In an attempt to shore up its financial position, Silicon Valley Bank sold most of its marketable assets, resulting in a loss that panicked markets. Goldman Sachs was the buyer. 

Last week, Silicon Valley Bank (SVB) «substantially» sold its available-for-sale (AFS) securities in an attempt to strengthen its financial position, and increase profitability and financial flexibility. SVB said the transaction would result in an after-tax loss of $1.8 billion, according to an 8K filing by SVB with the Securities and Exchange Commission (SEC).

The sale to an unknown buyer at the time was made to reinvest the proceeds as part of a plan to raise $2.25 billion of common equity and mandatory convertible shares, SVB said in a mid-quarter update to its strategic actions published on March 8. 
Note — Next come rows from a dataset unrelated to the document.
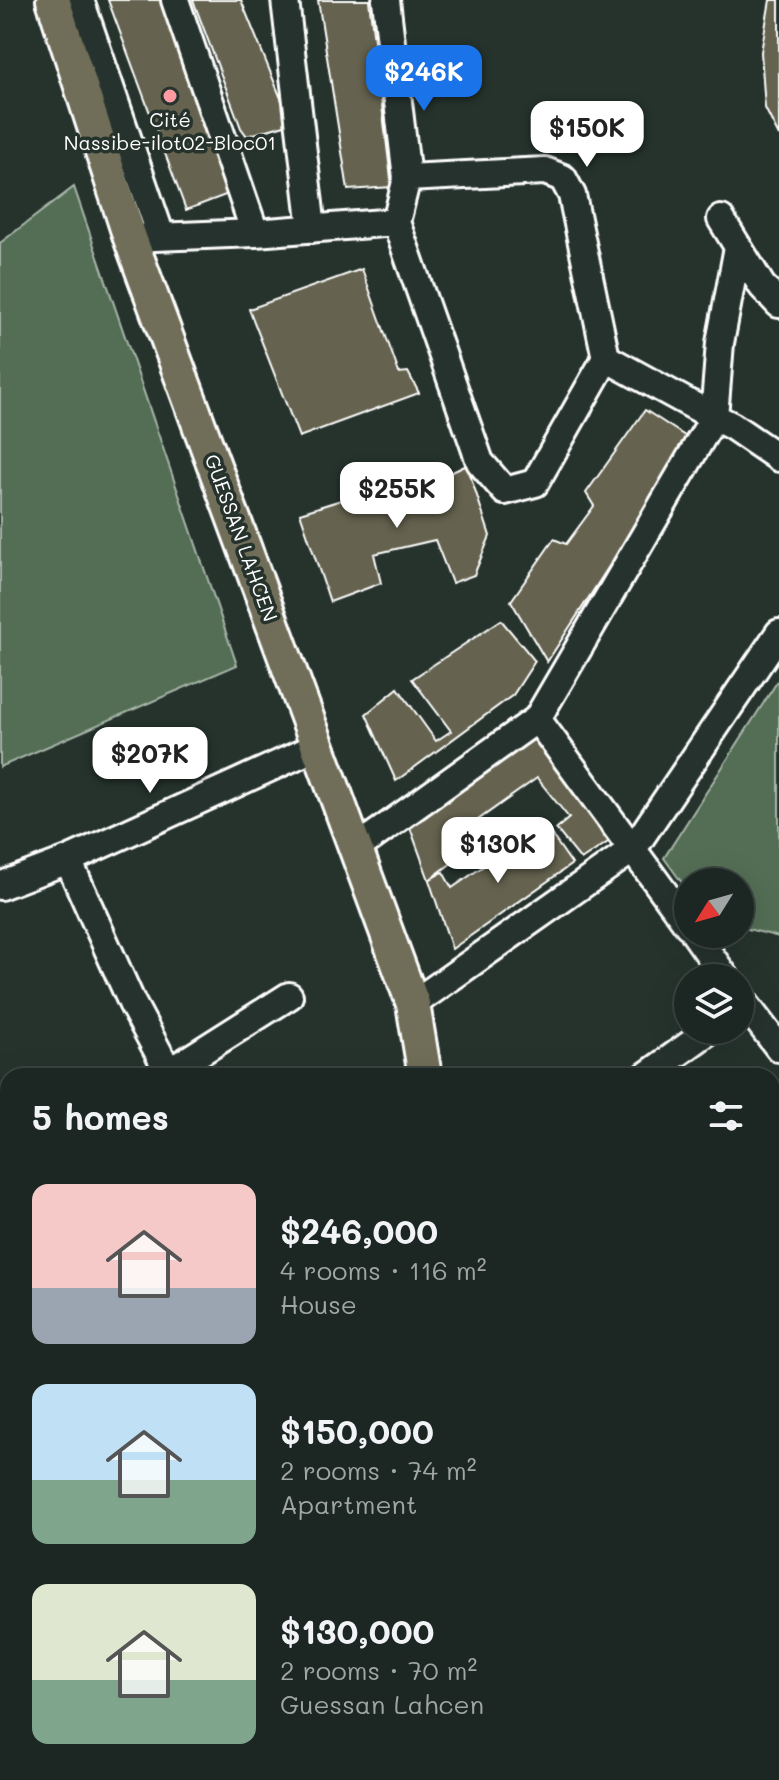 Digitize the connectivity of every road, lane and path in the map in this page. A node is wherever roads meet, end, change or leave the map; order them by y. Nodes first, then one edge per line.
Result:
1 (53, 0) edge
2 (80, 0) edge
3 (175, 0) edge
4 (285, 0) edge
5 (386, 0) edge
6 (407, 178) junction
7 (721, 219) dead end
8 (396, 222) junction
9 (312, 229) junction
10 (255, 233) junction
11 (161, 236) junction
12 (130, 238) junction
13 (738, 247) junction
14 (779, 304) edge
15 (606, 358) junction
16 (714, 417) junction
17 (779, 458) edge
18 (779, 633) edge
19 (537, 719) junction
20 (318, 746) junction
21 (633, 849) junction
22 (354, 850) junction
23 (68, 860) junction
24 (0, 886) edge
25 (674, 906) edge
26 (289, 996) dead end
27 (413, 1004) junction
28 (754, 1018) edge
29 (691, 1044) edge
30 (779, 1048) edge
31 (167, 1068) edge
32 (179, 1068) edge
33 (424, 1068) edge
34 (657, 1068) edge

1 - 12 main road, GUESSAN LAHCEN
2 - 11 street
3 - 10 street
4 - 9 street
5 - 6 street
6 - 8 street
6 - 15 street
7 - 13 street
8 - 9 street
8 - 15 street
9 - 10 street
10 - 11 street
11 - 12 street
12 - 20 main road, GUESSAN LAHCEN
13 - 14 street
13 - 16 street
15 - 16 street
16 - 17 street
16 - 19 street
18 - 21 street
19 - 21 street
19 - 22 street
20 - 22 main road, GUESSAN LAHCEN
20 - 23 street
21 - 25 street
21 - 27 street
22 - 27 main road, GUESSAN LAHCEN
23 - 24 street
23 - 31 street
26 - 32 street
27 - 33 main road, GUESSAN LAHCEN
28 - 30 street
29 - 34 street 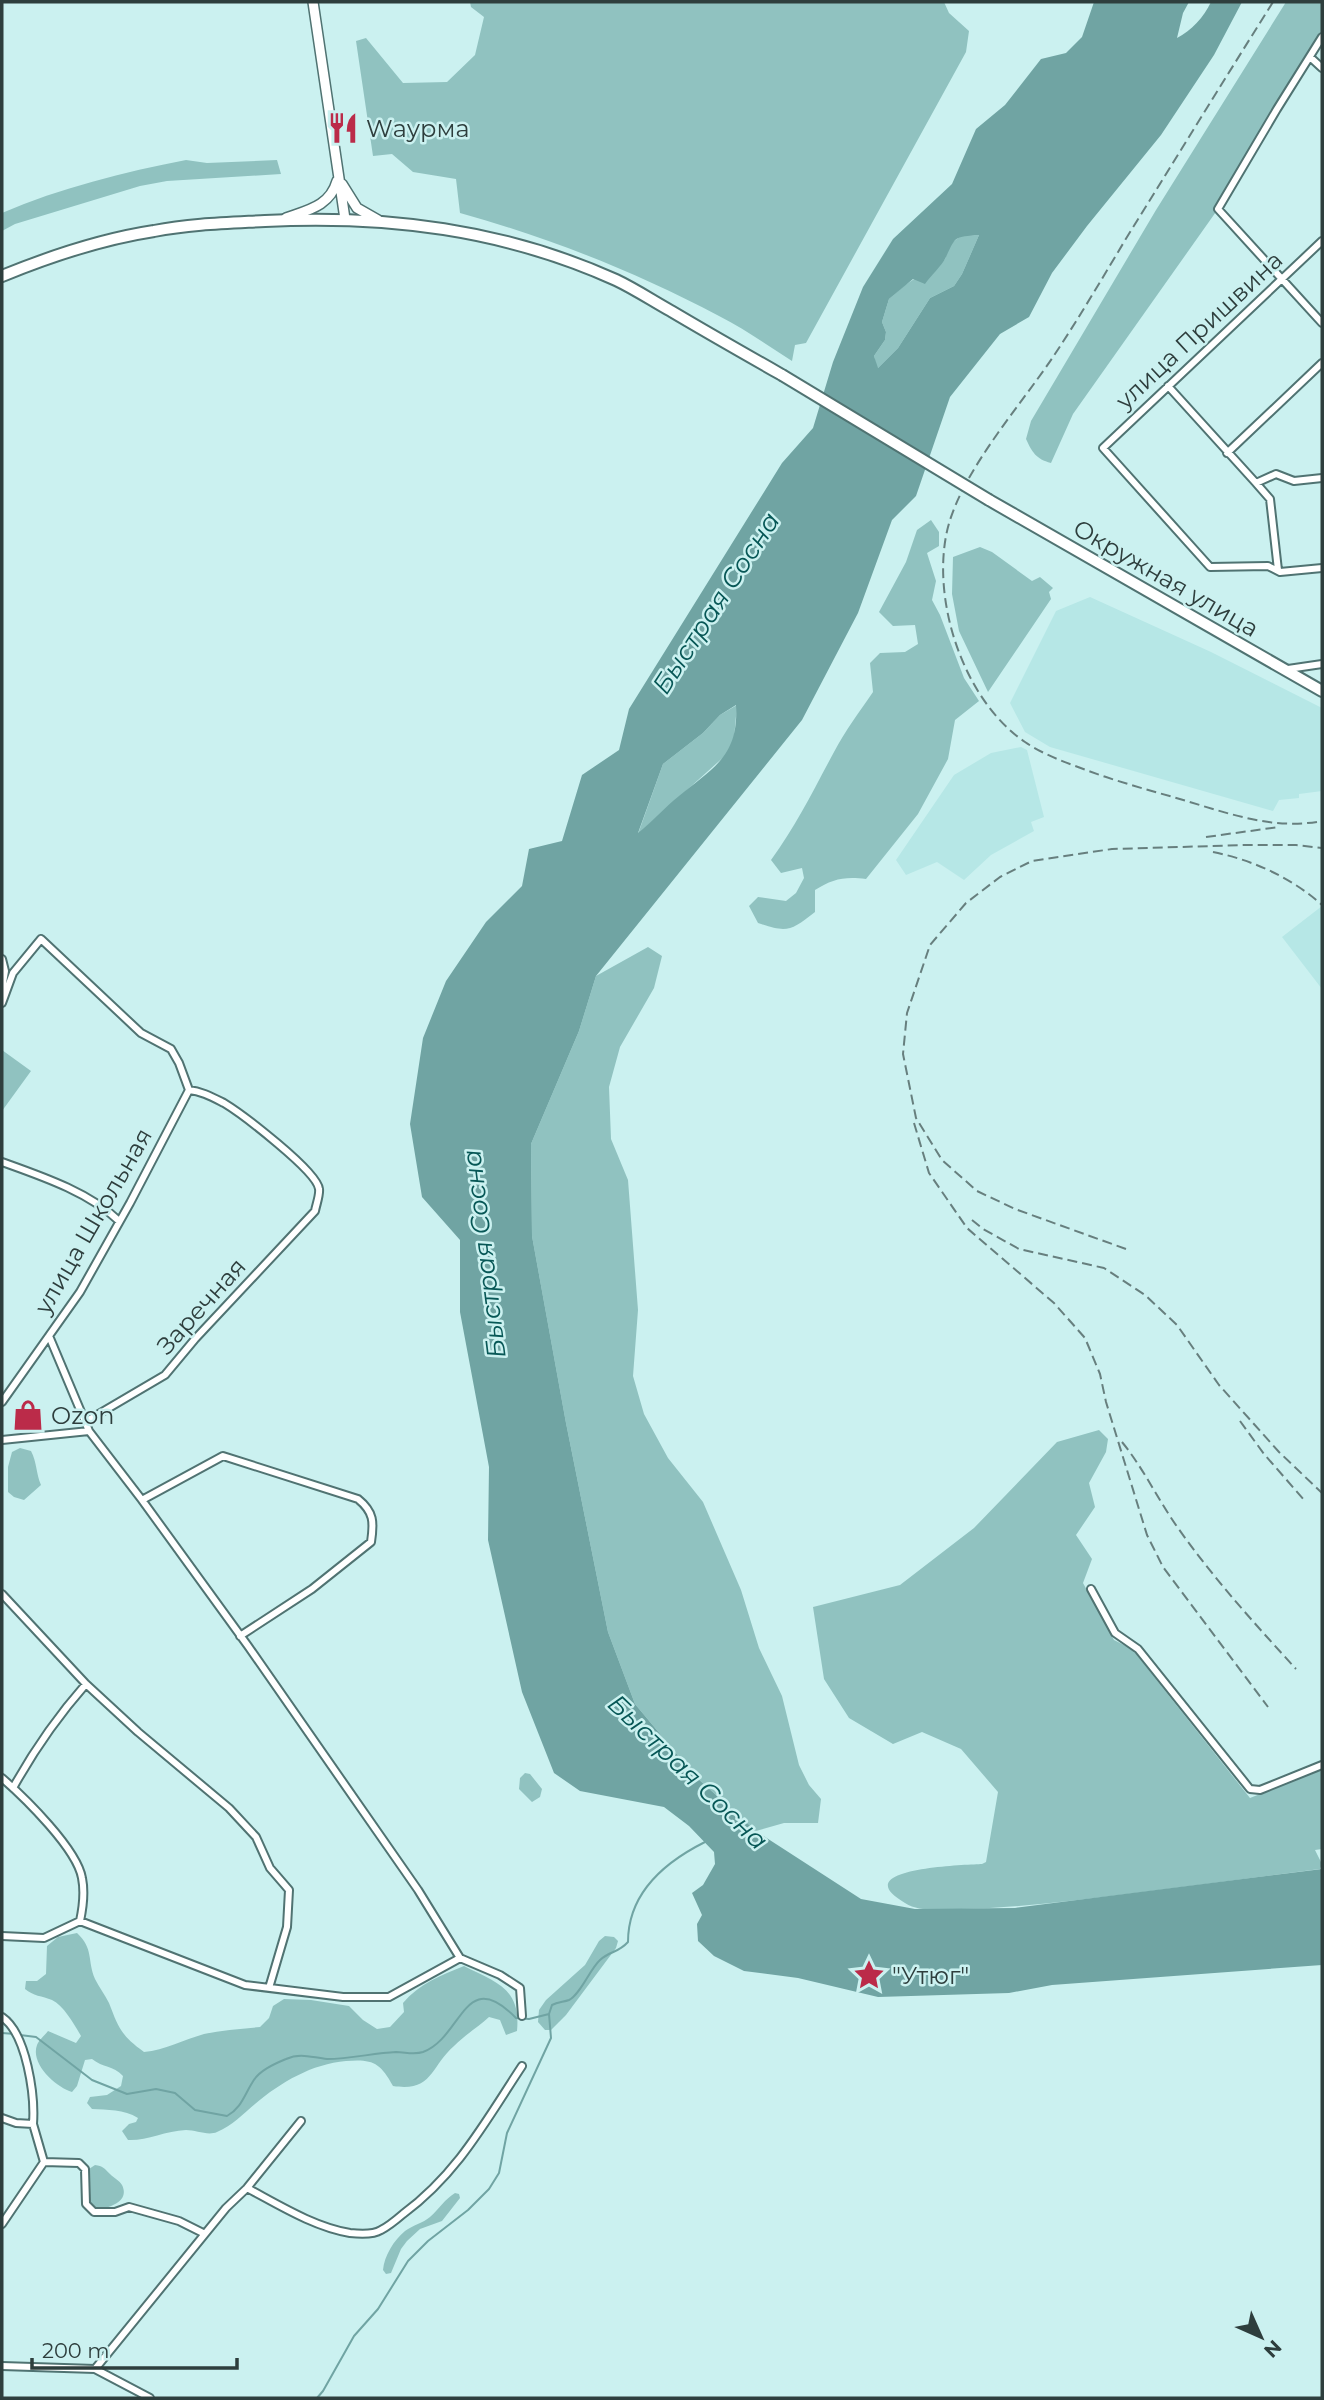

On March 1o, SVB was closed by California authorities and the Federal Deposit Insurance Corporation (FDIC) was appointed as receiver. 

Enter Goldman Sachs

In another filing with the SEC yesterday, SVB revealed the buyer of the securities was Goldman Sachs who purchased the portfolio at «negotiated prices,» according to the filing.

The securities had an approximate book value of $23.9 billion for which Goldman paid $21.45 billion, which resulted in the $1.8 billion after-tax loss ultimately leading to the collapse of SVB. An earlier filing showed Goldman Sachs was also the bank engaged by SVB to help with the $2.25 billion unsuccessful capital raise.

According to a «Yahoo Finance» report Wednesday citing a person familiar with the matter, Goldman bought the «highly liquid» securities at arm's length and on market terms» from SVB.

In its mid-quarter update, SVB said «we are experienced at navigating market cycles and are well positioned to serve our clients through market volatility, with a high-quality, liquid balance sheet and strong capital ratios.»